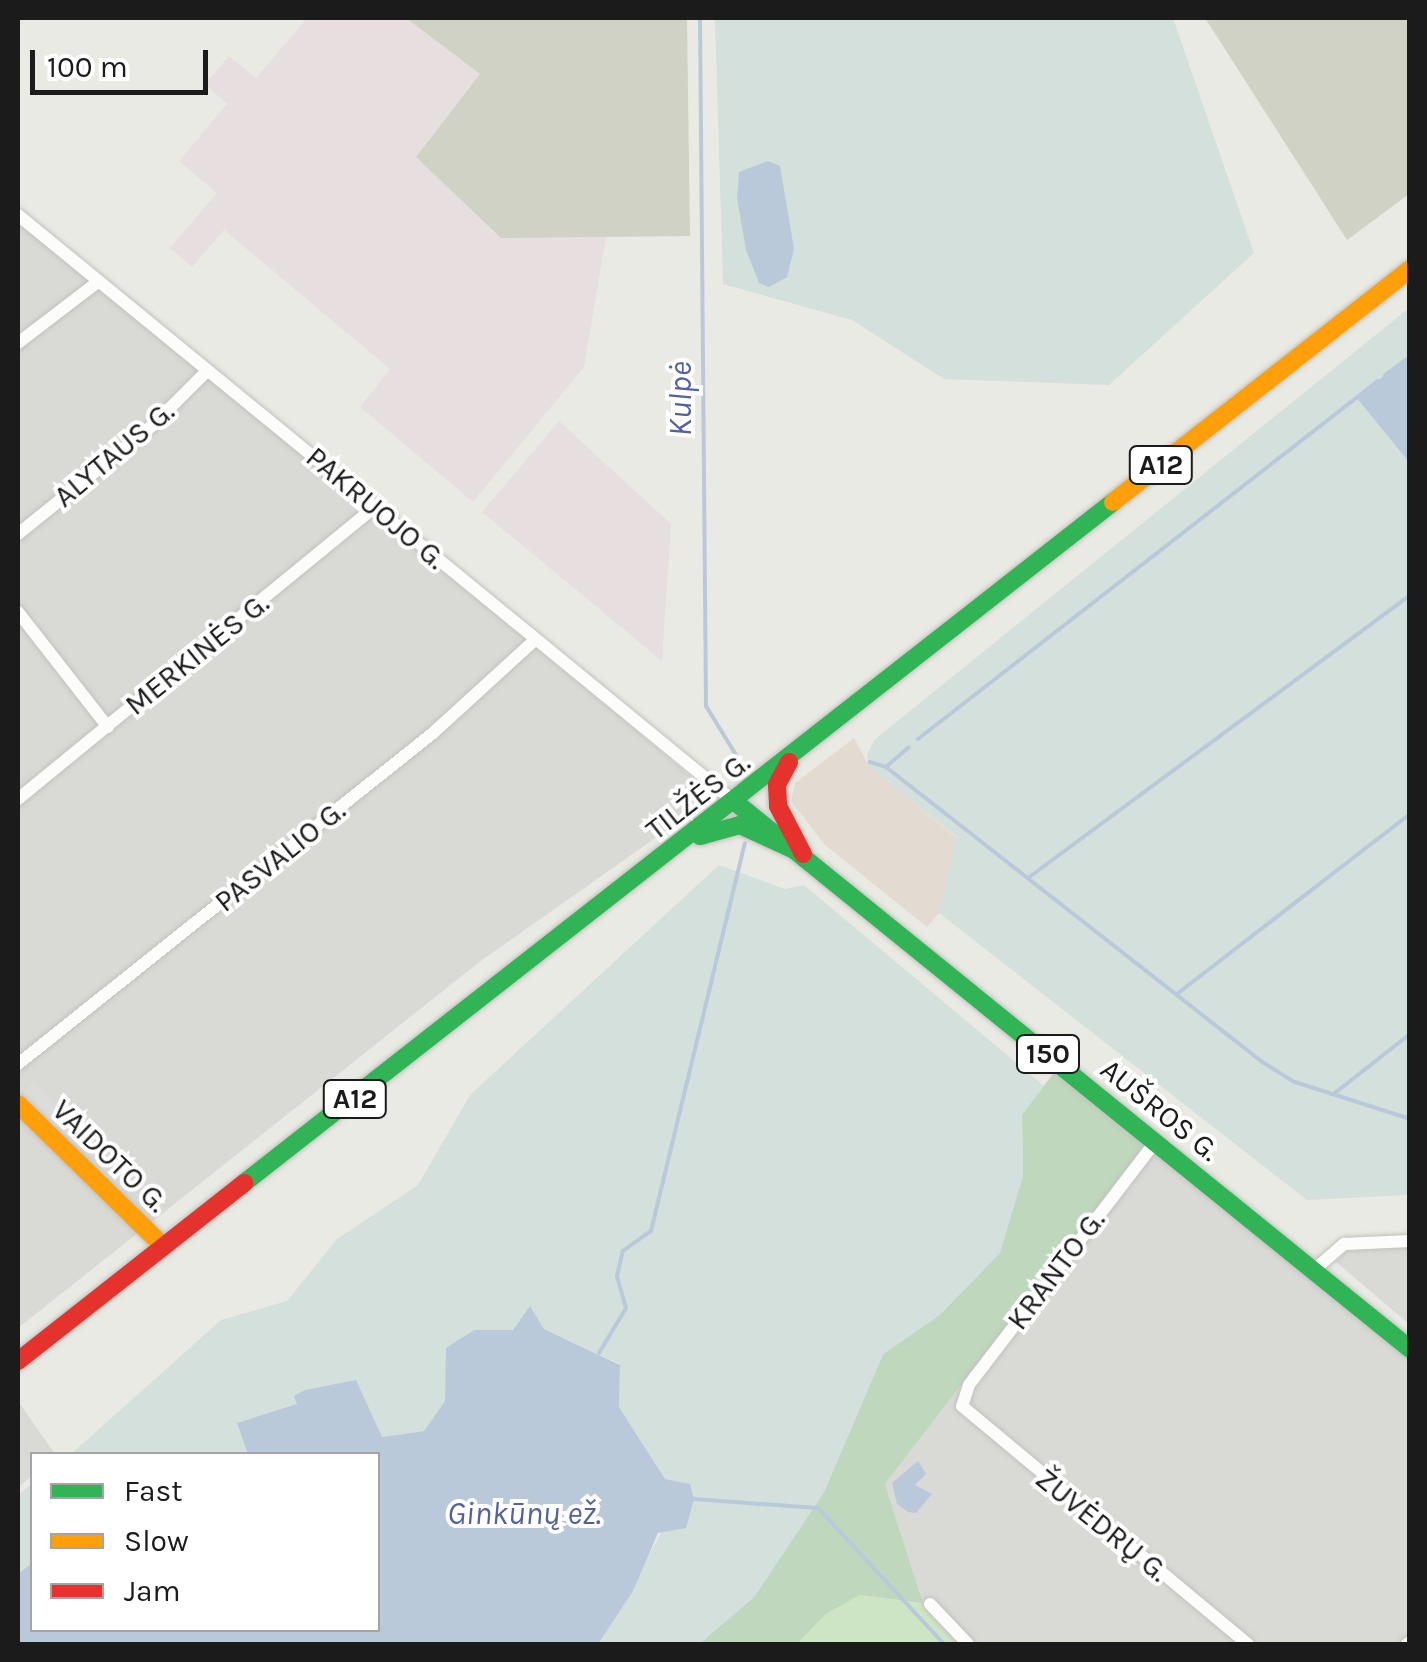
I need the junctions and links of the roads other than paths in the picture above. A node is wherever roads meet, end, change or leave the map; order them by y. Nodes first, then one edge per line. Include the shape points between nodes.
1 (18, 215) edge
2 (1410, 269) edge
3 (99, 281) junction
4 (18, 343) edge
5 (207, 370) junction
6 (375, 507) junction
7 (18, 534) edge
8 (18, 612) edge
9 (535, 640) junction
10 (108, 726) junction
11 (791, 758) junction
12 (18, 799) edge
13 (735, 802) junction
14 (689, 840) junction
15 (803, 854) junction
16 (18, 1064) edge
17 (18, 1104) edge
18 (1156, 1141) junction
19 (1410, 1241) edge
20 (164, 1247) junction
21 (1314, 1270) junction
22 (1410, 1348) edge
23 (18, 1362) edge
24 (962, 1402) joint
25 (930, 1604) dead end
26 (968, 1644) edge
27 (1248, 1644) edge

1 - 3 street, PAKRUOJO G.
2 - 11 main road, TILŽĖS G. / A12
3 - 4 street
3 - 5 street, PAKRUOJO G.
5 - 6 street, PAKRUOJO G.
5 - 7 street, ALYTAUS G. via 153,425
6 - 9 street, PAKRUOJO G.
6 - 10 street, MERKINĖS G.
8 - 10 street
9 - 13 street, PAKRUOJO G.
9 - 16 street, PASVALIO G. via 433,733
10 - 12 street, MERKINĖS G.
11 - 13 main road, TILŽĖS G. / A12
11 - 15 main road via 777,786 778,806
13 - 14 main road, TILŽĖS G. / A12
13 - 15 main road, AUŠROS G. / 150
14 - 15 main road via 740,825
14 - 20 main road, TILŽĖS G. / A12
15 - 18 main road, AUŠROS G. / 150
17 - 20 main road, VAIDOTO G.
18 - 21 main road, AUŠROS G. / 150
18 - 24 street, KRANTO G.
19 - 21 street via 1344,1244
20 - 23 main road, TILŽĖS G. / A12
21 - 22 main road, AUŠROS G. / 150
24 - 27 street, ŽUVĖDRŲ G. via 970,1418
25 - 26 street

# Problem to work on:
Please reproduce the records above exactly, omitting every picture.

# Output of the exercise:
I need the junctions and links of the roads other than paths in the picture above. A node is wherever roads meet, end, change or leave the map; order them by y. Nodes first, then one edge per line. Include the shape points between nodes.
1 (18, 215) edge
2 (1410, 269) edge
3 (99, 281) junction
4 (18, 343) edge
5 (207, 370) junction
6 (375, 507) junction
7 (18, 534) edge
8 (18, 612) edge
9 (535, 640) junction
10 (108, 726) junction
11 (791, 758) junction
12 (18, 799) edge
13 (735, 802) junction
14 (689, 840) junction
15 (803, 854) junction
16 (18, 1064) edge
17 (18, 1104) edge
18 (1156, 1141) junction
19 (1410, 1241) edge
20 (164, 1247) junction
21 (1314, 1270) junction
22 (1410, 1348) edge
23 (18, 1362) edge
24 (962, 1402) joint
25 (930, 1604) dead end
26 (968, 1644) edge
27 (1248, 1644) edge

1 - 3 street, PAKRUOJO G.
2 - 11 main road, TILŽĖS G. / A12
3 - 4 street
3 - 5 street, PAKRUOJO G.
5 - 6 street, PAKRUOJO G.
5 - 7 street, ALYTAUS G. via 153,425
6 - 9 street, PAKRUOJO G.
6 - 10 street, MERKINĖS G.
8 - 10 street
9 - 13 street, PAKRUOJO G.
9 - 16 street, PASVALIO G. via 433,733
10 - 12 street, MERKINĖS G.
11 - 13 main road, TILŽĖS G. / A12
11 - 15 main road via 777,786 778,806
13 - 14 main road, TILŽĖS G. / A12
13 - 15 main road, AUŠROS G. / 150
14 - 15 main road via 740,825
14 - 20 main road, TILŽĖS G. / A12
15 - 18 main road, AUŠROS G. / 150
17 - 20 main road, VAIDOTO G.
18 - 21 main road, AUŠROS G. / 150
18 - 24 street, KRANTO G.
19 - 21 street via 1344,1244
20 - 23 main road, TILŽĖS G. / A12
21 - 22 main road, AUŠROS G. / 150
24 - 27 street, ŽUVĖDRŲ G. via 970,1418
25 - 26 street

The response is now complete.